Because these are platform endpoints, they’re much less likely to break when the store redesigns.

Setup

python -m venv .venv
source .venv/bin/activate
pip install requests tenacity

Step 1: Build a resilient fetch layer (with ProxiesAPI)

import os
import random

import requests
from tenacity import retry, stop_after_attempt, wait_exponential_jitter

TIMEOUT = (10, 40)

UA_POOL = [
    "Mozilla/5.0 (Macintosh; Intel Mac OS X 10_15_7) AppleWebKit/537.36 (KHTML, like Gecko) Chrome/124.0.0.0 Safari/537.36",
    "Mozilla/5.0 (Windows NT 10.0; Win64; x64) AppleWebKit/537.36 (KHTML, like Gecko) Chrome/124.0.0.0 Safari/537.36",
]

session = requests.Session()


def build_proxies():
    p = os.getenv("PROXIESAPI_PROXY_URL")
    return {"http": p, "https": p} if p else None


@retry(stop=stop_after_attempt(6), wait=wait_exponential_jitter(initial=1, max=20))
def get_json(url: str) -> dict:
    headers = {
        "User-Agent": random.choice(UA_POOL),
        "Accept": "application/json,text/plain,*/*",
        "Accept-Language": "en-US,en;q=0.9",
        "Cache-Control": "no-cache",
        "Pragma": "no-cache",
    }

    r = session.get(url, headers=headers, proxies=build_proxies(), timeout=TIMEOUT)
    if r.status_code in (403, 429, 503):
        raise RuntimeError(f"blocked/rate limited: {r.status_code}")
    r.raise_for_status()
    return r.json()

Step 2: Scrape a product via `/products/<handle>.json`

This is the most reliable starting point.

from urllib.parse import urlparse


def normalize_store(url: str) -> str:
    # Accept https://store.com or store.com
    if not url.startswith("http"):
        url = "https://" + url
    u = urlparse(url)
    return f"{u.scheme}://{u.netloc}"


def product_json_url(store: str, handle: str) -> str:
    store = normalize_store(store)
    return f"{store}/products/{handle}.json"


def parse_product(product: dict) -> dict:
    p = product.get("product", product)

    variants = []
    for v in p.get("variants", []) or []:
        variants.append({
            "id": v.get("id"),
            "title": v.get("title"),
            "sku": v.get("sku"),
            "price": v.get("price"),
            "compare_at_price": v.get("compare_at_price"),
            "available": v.get("available"),
            "inventory_quantity": v.get("inventory_quantity"),
        })

    return {
        "id": p.get("id"),
        "handle": p.get("handle"),
        "title": p.get("title"),
        "vendor": p.get("vendor"),
        "product_type": p.get("product_type"),
        "tags": p.get("tags"),
        "created_at": p.get("created_at"),
        "updated_at": p.get("updated_at"),
        "variants": variants,
    }


if __name__ == "__main__":
    store = "https://example-store.com"
    handle = "my-product"
    data = get_json(product_json_url(store, handle))
    print(parse_product(data))

Notes on inventory

inventory_quantity is not always present (many storefronts hide it).
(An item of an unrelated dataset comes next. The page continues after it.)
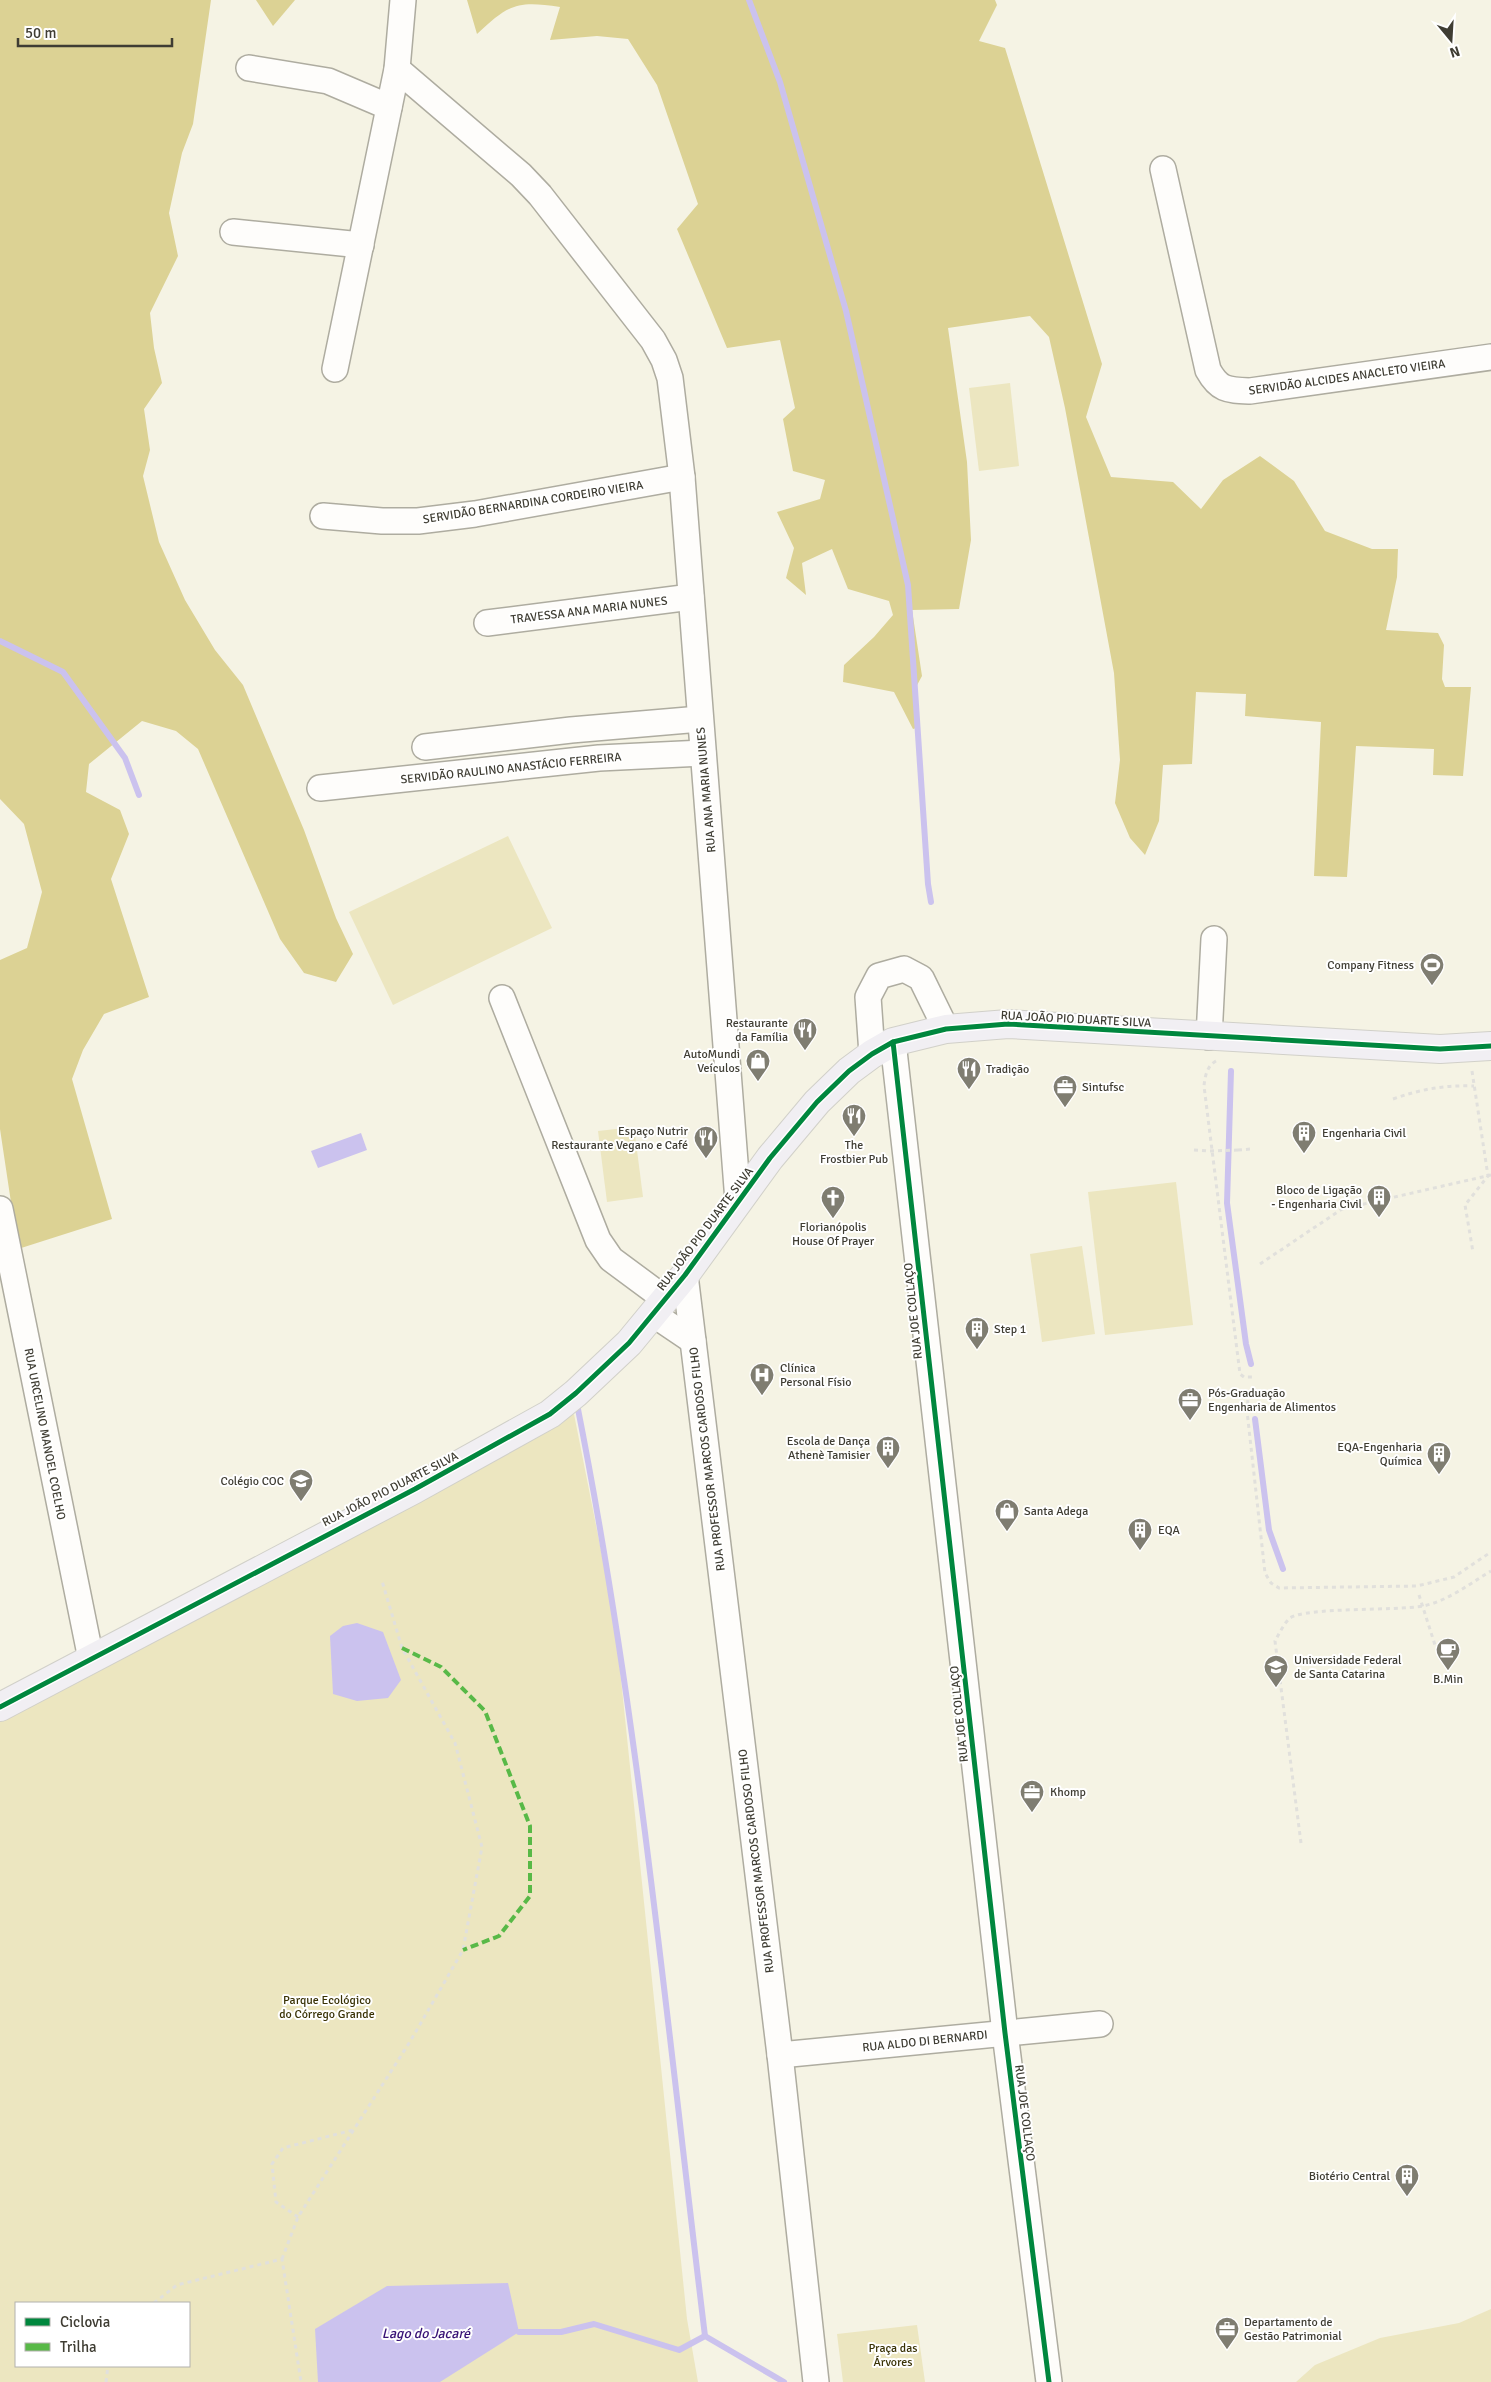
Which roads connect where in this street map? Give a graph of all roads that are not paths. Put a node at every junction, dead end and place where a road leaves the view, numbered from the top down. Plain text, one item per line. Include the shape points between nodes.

But you can still infer availability from:

available boolean
whether adding to cart is enabled

If you truly need inventory counts, that’s usually not available without authenticated flows (and you probably shouldn’t scrape it).
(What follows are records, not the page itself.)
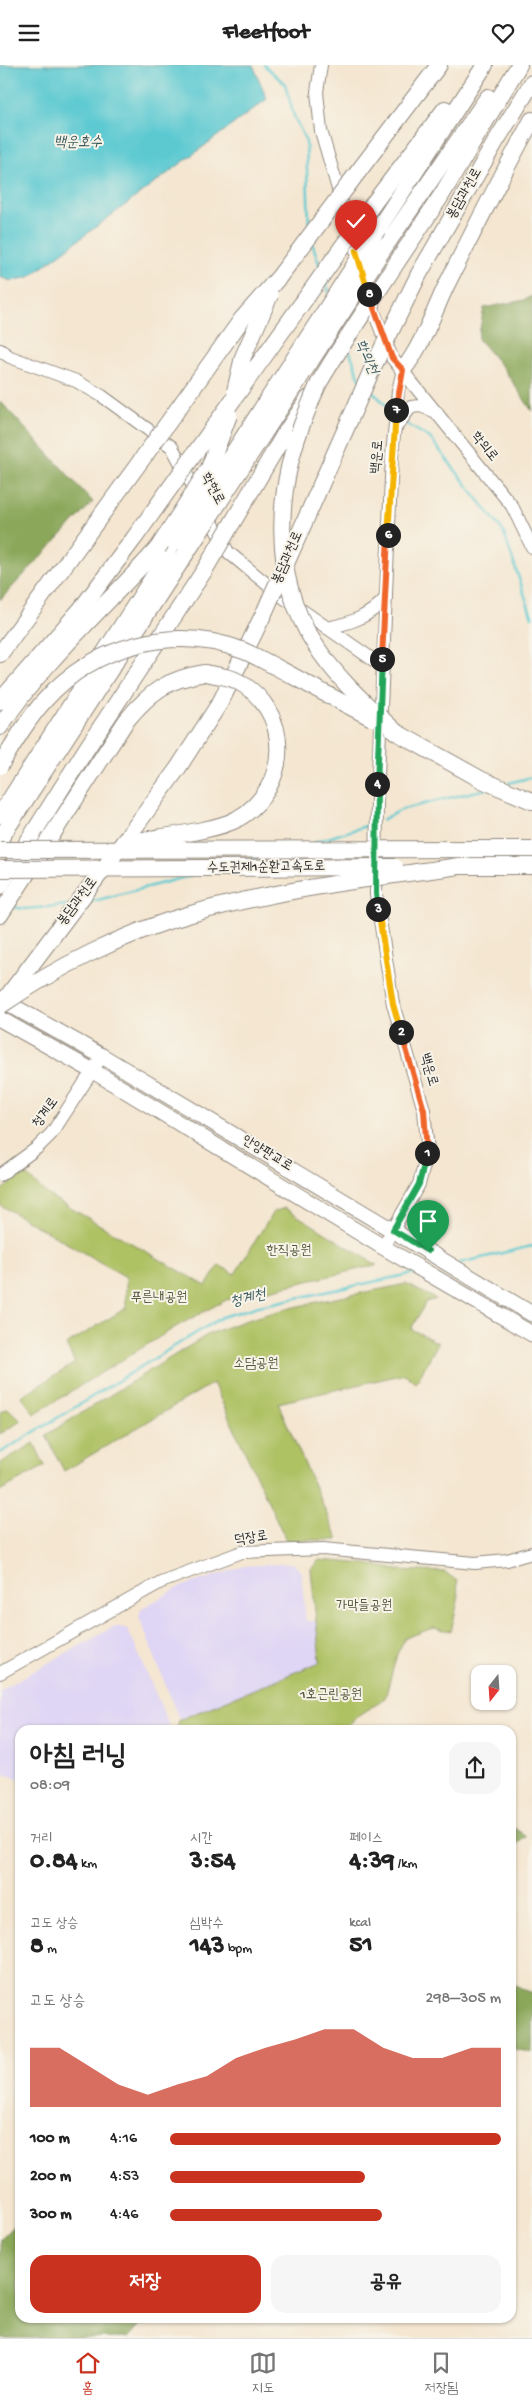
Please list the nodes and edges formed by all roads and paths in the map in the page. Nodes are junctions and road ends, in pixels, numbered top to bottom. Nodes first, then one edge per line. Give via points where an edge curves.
1 (321, 65) edge
2 (439, 65) edge
3 (478, 65) edge
4 (485, 65) edge
5 (510, 65) edge
6 (519, 65) edge
7 (532, 83) edge
8 (532, 120) edge
9 (279, 277) junction
10 (0, 351) edge
11 (403, 370) junction
12 (318, 385) junction
13 (402, 409) junction
14 (437, 412) junction
15 (532, 547) edge
16 (386, 598) junction
17 (327, 628) junction
18 (0, 653) edge
19 (382, 666) junction
20 (5, 706) edge
21 (0, 727) edge
22 (396, 732) junction
23 (53, 746) junction
24 (0, 766) edge
25 (532, 801) edge
26 (0, 815) edge
27 (0, 839) edge
28 (532, 849) edge
29 (0, 850) edge
30 (92, 850) junction
31 (459, 866) junction
32 (532, 866) edge
33 (0, 869) edge
34 (0, 886) edge
35 (0, 915) edge
36 (0, 999) edge
37 (0, 1006) edge
38 (0, 1019) edge
39 (102, 1056) junction
40 (93, 1071) junction
41 (0, 1175) edge
42 (393, 1230) junction
43 (383, 1247) junction
44 (532, 1315) edge
45 (532, 1334) edge
46 (532, 1553) edge
47 (0, 1673) edge

1 - 11 street via 317,92 321,131 374,312 392,358
2 - 9 highway, bridge
3 - 20 highway, bridge via 373,204 135,537
4 - 23 highway, bridge via 175,543
5 - 23 highway, bridge via 386,245 183,558
6 - 12 highway, bridge via 441,196
7 - 37 highway, 봉담과천로, bridge via 419,274 374,365 265,611 220,701 178,768
8 - 11 highway via 492,192 414,356
9 - 18 highway, bridge via 242,319
9 - 20 highway, bridge via 243,357 228,420 209,468 158,548 58,655
10 - 17 street, 학현로 via 94,391 172,447 228,552
11 - 13 street, 백운로
11 - 14 street, 학의로
12 - 22 highway, bridge via 289,461 283,497 282,537 289,583 298,612 335,673
12 - 34 highway, bridge via 284,435 204,571
13 - 14 street via 420,406
13 - 16 street, 백운로 via 392,456
14 - 15 street, 학의로 via 512,506
16 - 17 street via 366,616
16 - 19 street, 백운로
17 - 19 street, 학현로
19 - 42 street, 백운로 via 376,894 392,995 424,1110 428,1151 419,1184
20 - 21 highway
22 - 24 highway, bridge via 243,651 199,642 149,641 115,650 62,682 26,723
22 - 25 highway via 482,780
23 - 26 highway
23 - 27 highway
28 - 30 highway, 수도권제1순환고속도로, bridge
29 - 30 highway, 수도권제1순환고속도로, bridge
30 - 35 highway, bridge via 236,820 253,808 266,795 276,772 278,749 276,729 268,710 252,691 234,679 205,673 182,677 161,686 142,701
31 - 32 highway, 수도권제1순환고속도로
31 - 33 highway, 수도권제1순환고속도로, bridge
31 - 37 highway, bridge via 299,889 188,915 123,939 72,963
36 - 39 main road, 안양판교로
38 - 40 main road, 안양판교로
39 - 40 street, 청계로
39 - 42 main road, 안양판교로
40 - 41 street, 청계로 via 52,1133
40 - 43 main road, 안양판교로
42 - 43 street, 백운로
42 - 44 main road, 안양판교로
43 - 45 main road, 안양판교로
46 - 47 street, 덕장로 via 507,1560 475,1563 323,1549 242,1552 161,1582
Step 3: Crawl a collection in bulk

Collections are a great way to build a SKU list without scraping theme HTML.


def collection_products_url(store: str, collection_handle: str, page: int = 1, limit: int = 250) -> str:
    store = normalize_store(store)
    return f"{store}/collections/{collection_handle}/products.json?limit={limit}&page={page}"


def crawl_collection(store: str, collection_handle: str, max_pages: int = 5) -> list[dict]:
    out = []
    for page in range(1, max_pages + 1):
        data = get_json(collection_products_url(store, collection_handle, page=page))
        products = data.get("products", [])
        if not products:
            break

        out.extend(products)
        print("page", page, "products", len(products), "total", len(out))

        # If we got fewer than limit, likely last page
        if len(products) < 250:
            break

    return out

Step 4: When `.json` endpoints are blocked (fallback strategy)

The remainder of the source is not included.